- **Requirement**
Lines holding the word "Rebat" are the ones to copy from the data below.

───

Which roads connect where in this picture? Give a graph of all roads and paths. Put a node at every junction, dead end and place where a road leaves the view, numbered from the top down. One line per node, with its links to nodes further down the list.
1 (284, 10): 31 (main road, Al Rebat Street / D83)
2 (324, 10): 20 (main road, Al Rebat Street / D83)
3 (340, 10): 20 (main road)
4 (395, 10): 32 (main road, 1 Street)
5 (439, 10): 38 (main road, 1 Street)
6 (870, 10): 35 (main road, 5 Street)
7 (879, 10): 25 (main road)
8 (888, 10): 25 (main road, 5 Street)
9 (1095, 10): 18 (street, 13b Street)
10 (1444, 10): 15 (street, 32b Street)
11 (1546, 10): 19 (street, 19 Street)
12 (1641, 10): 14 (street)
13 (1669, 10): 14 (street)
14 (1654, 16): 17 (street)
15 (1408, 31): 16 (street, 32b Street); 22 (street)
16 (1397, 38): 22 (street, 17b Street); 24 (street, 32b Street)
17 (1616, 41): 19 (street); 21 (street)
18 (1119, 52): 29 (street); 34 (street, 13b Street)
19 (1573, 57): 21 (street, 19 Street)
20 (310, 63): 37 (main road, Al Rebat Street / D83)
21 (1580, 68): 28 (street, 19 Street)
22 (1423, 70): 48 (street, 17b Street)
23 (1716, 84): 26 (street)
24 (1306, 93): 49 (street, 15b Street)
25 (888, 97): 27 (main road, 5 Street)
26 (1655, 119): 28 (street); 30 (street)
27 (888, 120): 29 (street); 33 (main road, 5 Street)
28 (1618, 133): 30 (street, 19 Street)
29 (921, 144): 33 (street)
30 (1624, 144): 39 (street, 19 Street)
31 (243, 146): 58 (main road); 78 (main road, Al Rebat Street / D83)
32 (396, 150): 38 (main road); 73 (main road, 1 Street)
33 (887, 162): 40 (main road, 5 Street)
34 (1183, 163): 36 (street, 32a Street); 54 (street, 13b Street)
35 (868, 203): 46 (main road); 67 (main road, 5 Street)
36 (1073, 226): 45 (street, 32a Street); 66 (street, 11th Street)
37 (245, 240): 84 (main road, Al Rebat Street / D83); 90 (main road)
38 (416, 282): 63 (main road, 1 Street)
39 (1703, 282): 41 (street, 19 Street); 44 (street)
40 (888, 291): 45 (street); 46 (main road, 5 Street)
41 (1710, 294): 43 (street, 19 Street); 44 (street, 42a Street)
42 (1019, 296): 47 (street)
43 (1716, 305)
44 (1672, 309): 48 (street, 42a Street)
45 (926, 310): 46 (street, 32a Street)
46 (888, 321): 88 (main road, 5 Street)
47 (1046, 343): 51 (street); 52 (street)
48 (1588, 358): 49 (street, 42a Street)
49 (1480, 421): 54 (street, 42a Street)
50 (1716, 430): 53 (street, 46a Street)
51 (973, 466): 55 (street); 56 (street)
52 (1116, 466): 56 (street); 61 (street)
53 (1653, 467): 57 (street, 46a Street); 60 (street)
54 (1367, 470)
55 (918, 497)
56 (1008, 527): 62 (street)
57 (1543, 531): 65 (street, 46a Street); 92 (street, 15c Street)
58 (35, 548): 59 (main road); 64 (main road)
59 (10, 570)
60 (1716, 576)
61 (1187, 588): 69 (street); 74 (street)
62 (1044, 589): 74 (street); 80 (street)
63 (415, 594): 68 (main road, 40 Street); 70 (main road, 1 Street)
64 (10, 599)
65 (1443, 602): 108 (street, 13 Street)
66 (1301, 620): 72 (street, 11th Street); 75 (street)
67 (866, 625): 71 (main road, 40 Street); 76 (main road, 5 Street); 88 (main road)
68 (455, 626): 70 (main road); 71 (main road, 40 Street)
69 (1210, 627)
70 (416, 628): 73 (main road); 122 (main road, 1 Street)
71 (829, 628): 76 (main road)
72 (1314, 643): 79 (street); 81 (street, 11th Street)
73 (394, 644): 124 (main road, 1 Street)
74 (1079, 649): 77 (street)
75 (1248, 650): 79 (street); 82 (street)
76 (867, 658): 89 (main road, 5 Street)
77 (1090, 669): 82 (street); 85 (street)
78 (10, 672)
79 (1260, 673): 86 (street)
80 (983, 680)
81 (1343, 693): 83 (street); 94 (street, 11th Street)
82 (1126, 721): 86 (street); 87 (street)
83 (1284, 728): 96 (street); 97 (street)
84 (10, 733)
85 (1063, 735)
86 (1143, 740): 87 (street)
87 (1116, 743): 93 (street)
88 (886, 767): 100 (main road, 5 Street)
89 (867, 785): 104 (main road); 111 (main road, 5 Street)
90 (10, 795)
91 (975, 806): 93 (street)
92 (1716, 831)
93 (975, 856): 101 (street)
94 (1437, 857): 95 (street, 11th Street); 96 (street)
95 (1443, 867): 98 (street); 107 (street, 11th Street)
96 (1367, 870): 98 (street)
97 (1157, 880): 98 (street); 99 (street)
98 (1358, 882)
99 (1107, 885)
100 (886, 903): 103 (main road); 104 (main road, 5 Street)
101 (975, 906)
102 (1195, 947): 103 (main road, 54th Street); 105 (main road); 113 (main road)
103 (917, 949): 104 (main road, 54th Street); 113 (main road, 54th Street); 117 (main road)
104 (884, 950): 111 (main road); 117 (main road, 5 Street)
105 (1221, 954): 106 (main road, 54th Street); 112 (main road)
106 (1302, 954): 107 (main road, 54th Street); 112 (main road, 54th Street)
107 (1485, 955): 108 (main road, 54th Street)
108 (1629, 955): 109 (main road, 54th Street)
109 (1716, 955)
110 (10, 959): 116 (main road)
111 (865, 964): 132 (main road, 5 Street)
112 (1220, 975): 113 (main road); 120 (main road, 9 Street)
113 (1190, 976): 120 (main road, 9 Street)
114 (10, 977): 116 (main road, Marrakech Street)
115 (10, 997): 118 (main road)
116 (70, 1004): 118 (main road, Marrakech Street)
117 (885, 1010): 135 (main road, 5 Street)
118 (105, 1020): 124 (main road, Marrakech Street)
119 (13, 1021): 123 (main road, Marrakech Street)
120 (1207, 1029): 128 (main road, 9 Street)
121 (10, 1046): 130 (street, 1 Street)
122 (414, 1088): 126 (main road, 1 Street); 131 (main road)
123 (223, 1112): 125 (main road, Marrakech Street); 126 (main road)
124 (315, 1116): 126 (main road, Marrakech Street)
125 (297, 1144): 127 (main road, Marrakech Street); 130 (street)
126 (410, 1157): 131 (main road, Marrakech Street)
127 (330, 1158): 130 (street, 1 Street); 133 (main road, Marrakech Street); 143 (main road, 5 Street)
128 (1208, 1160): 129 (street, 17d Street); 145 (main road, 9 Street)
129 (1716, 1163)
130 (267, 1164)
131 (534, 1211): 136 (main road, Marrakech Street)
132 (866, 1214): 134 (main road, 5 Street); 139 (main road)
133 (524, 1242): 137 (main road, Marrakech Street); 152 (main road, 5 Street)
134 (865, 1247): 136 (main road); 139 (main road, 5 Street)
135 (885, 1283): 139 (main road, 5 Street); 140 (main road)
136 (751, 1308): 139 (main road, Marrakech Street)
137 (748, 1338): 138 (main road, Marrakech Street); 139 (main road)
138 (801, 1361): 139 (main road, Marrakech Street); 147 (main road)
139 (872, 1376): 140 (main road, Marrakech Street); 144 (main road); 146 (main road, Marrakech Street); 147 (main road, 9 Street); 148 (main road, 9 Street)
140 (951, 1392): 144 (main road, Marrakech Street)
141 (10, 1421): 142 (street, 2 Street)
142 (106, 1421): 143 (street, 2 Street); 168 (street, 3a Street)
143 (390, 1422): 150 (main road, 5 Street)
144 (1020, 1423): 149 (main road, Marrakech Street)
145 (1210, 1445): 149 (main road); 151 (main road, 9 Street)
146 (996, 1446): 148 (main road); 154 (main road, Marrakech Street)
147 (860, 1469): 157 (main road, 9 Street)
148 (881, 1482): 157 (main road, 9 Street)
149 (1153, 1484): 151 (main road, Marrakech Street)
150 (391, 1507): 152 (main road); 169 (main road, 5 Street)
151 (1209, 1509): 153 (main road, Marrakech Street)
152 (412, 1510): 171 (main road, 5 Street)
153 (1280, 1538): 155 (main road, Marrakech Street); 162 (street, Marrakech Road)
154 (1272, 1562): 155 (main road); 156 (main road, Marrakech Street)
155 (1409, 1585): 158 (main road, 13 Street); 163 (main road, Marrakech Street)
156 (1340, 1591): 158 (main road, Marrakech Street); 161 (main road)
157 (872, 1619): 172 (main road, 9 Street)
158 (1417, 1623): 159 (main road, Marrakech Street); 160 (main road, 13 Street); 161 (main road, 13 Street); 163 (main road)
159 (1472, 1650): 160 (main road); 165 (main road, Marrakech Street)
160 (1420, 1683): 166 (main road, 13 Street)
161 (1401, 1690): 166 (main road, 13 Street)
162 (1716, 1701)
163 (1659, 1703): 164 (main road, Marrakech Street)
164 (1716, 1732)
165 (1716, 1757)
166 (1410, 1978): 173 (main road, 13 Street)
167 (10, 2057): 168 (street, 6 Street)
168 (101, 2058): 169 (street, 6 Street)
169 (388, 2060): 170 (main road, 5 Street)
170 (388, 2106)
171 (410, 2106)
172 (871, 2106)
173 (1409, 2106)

───

- **Result of the exercise**
1 (284, 10): 31 (main road, Al Rebat Street / D83)
2 (324, 10): 20 (main road, Al Rebat Street / D83)
20 (310, 63): 37 (main road, Al Rebat Street / D83)
31 (243, 146): 58 (main road); 78 (main road, Al Rebat Street / D83)
37 (245, 240): 84 (main road, Al Rebat Street / D83); 90 (main road)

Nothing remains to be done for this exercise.